= Work instructions =
Each line below has to be output exactly, from first to last.

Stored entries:
* * *
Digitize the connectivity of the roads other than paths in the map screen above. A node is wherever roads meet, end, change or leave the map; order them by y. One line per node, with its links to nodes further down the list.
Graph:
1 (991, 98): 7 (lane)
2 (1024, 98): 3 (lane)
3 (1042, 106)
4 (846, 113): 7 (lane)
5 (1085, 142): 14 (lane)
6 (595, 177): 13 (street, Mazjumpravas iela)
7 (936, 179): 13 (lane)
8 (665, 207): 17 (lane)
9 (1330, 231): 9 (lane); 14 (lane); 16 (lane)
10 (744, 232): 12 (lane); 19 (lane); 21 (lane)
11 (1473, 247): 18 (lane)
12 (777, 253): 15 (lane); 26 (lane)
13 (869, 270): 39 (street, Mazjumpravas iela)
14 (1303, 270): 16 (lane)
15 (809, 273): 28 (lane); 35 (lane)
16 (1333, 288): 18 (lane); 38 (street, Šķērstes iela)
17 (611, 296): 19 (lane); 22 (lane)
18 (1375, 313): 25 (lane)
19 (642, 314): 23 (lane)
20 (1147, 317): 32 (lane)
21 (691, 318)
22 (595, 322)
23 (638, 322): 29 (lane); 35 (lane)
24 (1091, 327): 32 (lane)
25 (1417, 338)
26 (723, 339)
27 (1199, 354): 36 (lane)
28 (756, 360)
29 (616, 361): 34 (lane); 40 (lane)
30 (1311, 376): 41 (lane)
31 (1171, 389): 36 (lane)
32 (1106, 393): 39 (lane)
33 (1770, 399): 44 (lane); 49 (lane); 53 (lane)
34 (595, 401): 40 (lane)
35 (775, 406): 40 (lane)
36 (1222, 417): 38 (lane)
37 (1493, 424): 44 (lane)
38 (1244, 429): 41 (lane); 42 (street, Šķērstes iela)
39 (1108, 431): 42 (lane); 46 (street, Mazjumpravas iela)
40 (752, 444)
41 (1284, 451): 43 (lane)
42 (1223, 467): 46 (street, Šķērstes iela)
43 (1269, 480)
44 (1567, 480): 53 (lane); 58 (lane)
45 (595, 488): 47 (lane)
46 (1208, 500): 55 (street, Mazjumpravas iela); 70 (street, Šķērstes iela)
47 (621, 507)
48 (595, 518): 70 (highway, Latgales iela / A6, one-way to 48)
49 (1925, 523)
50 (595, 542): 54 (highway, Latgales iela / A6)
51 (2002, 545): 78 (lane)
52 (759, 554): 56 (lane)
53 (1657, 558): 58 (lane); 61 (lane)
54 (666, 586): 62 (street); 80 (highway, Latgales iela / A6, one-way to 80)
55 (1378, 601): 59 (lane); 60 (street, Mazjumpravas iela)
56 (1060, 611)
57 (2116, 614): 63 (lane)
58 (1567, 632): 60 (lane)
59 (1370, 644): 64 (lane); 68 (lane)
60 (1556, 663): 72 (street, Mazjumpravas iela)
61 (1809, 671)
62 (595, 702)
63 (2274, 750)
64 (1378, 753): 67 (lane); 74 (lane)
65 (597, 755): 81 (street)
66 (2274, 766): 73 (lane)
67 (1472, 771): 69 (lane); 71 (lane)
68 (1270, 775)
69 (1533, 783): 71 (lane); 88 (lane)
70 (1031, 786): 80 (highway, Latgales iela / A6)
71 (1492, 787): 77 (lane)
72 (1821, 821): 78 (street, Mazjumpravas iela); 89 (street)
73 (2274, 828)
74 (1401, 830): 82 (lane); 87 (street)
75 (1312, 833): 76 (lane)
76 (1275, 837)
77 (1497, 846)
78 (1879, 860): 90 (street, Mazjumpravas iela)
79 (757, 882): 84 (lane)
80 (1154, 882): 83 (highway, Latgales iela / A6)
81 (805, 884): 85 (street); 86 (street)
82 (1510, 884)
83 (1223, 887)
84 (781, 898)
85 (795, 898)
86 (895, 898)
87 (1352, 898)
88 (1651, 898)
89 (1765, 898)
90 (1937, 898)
* * *
= Answer space =
Digitize the connectivity of the roads other than paths in the map screen above. A node is wherever roads meet, end, change or leave the map; order them by y. One line per node, with its links to nodes further down the list.
Graph:
1 (991, 98): 7 (lane)
2 (1024, 98): 3 (lane)
3 (1042, 106)
4 (846, 113): 7 (lane)
5 (1085, 142): 14 (lane)
6 (595, 177): 13 (street, Mazjumpravas iela)
7 (936, 179): 13 (lane)
8 (665, 207): 17 (lane)
9 (1330, 231): 9 (lane); 14 (lane); 16 (lane)
10 (744, 232): 12 (lane); 19 (lane); 21 (lane)
11 (1473, 247): 18 (lane)
12 (777, 253): 15 (lane); 26 (lane)
13 (869, 270): 39 (street, Mazjumpravas iela)
14 (1303, 270): 16 (lane)
15 (809, 273): 28 (lane); 35 (lane)
16 (1333, 288): 18 (lane); 38 (street, Šķērstes iela)
17 (611, 296): 19 (lane); 22 (lane)
18 (1375, 313): 25 (lane)
19 (642, 314): 23 (lane)
20 (1147, 317): 32 (lane)
21 (691, 318)
22 (595, 322)
23 (638, 322): 29 (lane); 35 (lane)
24 (1091, 327): 32 (lane)
25 (1417, 338)
26 (723, 339)
27 (1199, 354): 36 (lane)
28 (756, 360)
29 (616, 361): 34 (lane); 40 (lane)
30 (1311, 376): 41 (lane)
31 (1171, 389): 36 (lane)
32 (1106, 393): 39 (lane)
33 (1770, 399): 44 (lane); 49 (lane); 53 (lane)
34 (595, 401): 40 (lane)
35 (775, 406): 40 (lane)
36 (1222, 417): 38 (lane)
37 (1493, 424): 44 (lane)
38 (1244, 429): 41 (lane); 42 (street, Šķērstes iela)
39 (1108, 431): 42 (lane); 46 (street, Mazjumpravas iela)
40 (752, 444)
41 (1284, 451): 43 (lane)
42 (1223, 467): 46 (street, Šķērstes iela)
43 (1269, 480)
44 (1567, 480): 53 (lane); 58 (lane)
45 (595, 488): 47 (lane)
46 (1208, 500): 55 (street, Mazjumpravas iela); 70 (street, Šķērstes iela)
47 (621, 507)
48 (595, 518): 70 (highway, Latgales iela / A6, one-way to 48)
49 (1925, 523)
50 (595, 542): 54 (highway, Latgales iela / A6)
51 (2002, 545): 78 (lane)
52 (759, 554): 56 (lane)
53 (1657, 558): 58 (lane); 61 (lane)
54 (666, 586): 62 (street); 80 (highway, Latgales iela / A6, one-way to 80)
55 (1378, 601): 59 (lane); 60 (street, Mazjumpravas iela)
56 (1060, 611)
57 (2116, 614): 63 (lane)
58 (1567, 632): 60 (lane)
59 (1370, 644): 64 (lane); 68 (lane)
60 (1556, 663): 72 (street, Mazjumpravas iela)
61 (1809, 671)
62 (595, 702)
63 (2274, 750)
64 (1378, 753): 67 (lane); 74 (lane)
65 (597, 755): 81 (street)
66 (2274, 766): 73 (lane)
67 (1472, 771): 69 (lane); 71 (lane)
68 (1270, 775)
69 (1533, 783): 71 (lane); 88 (lane)
70 (1031, 786): 80 (highway, Latgales iela / A6)
71 (1492, 787): 77 (lane)
72 (1821, 821): 78 (street, Mazjumpravas iela); 89 (street)
73 (2274, 828)
74 (1401, 830): 82 (lane); 87 (street)
75 (1312, 833): 76 (lane)
76 (1275, 837)
77 (1497, 846)
78 (1879, 860): 90 (street, Mazjumpravas iela)
79 (757, 882): 84 (lane)
80 (1154, 882): 83 (highway, Latgales iela / A6)
81 (805, 884): 85 (street); 86 (street)
82 (1510, 884)
83 (1223, 887)
84 (781, 898)
85 (795, 898)
86 (895, 898)
87 (1352, 898)
88 (1651, 898)
89 (1765, 898)
90 (1937, 898)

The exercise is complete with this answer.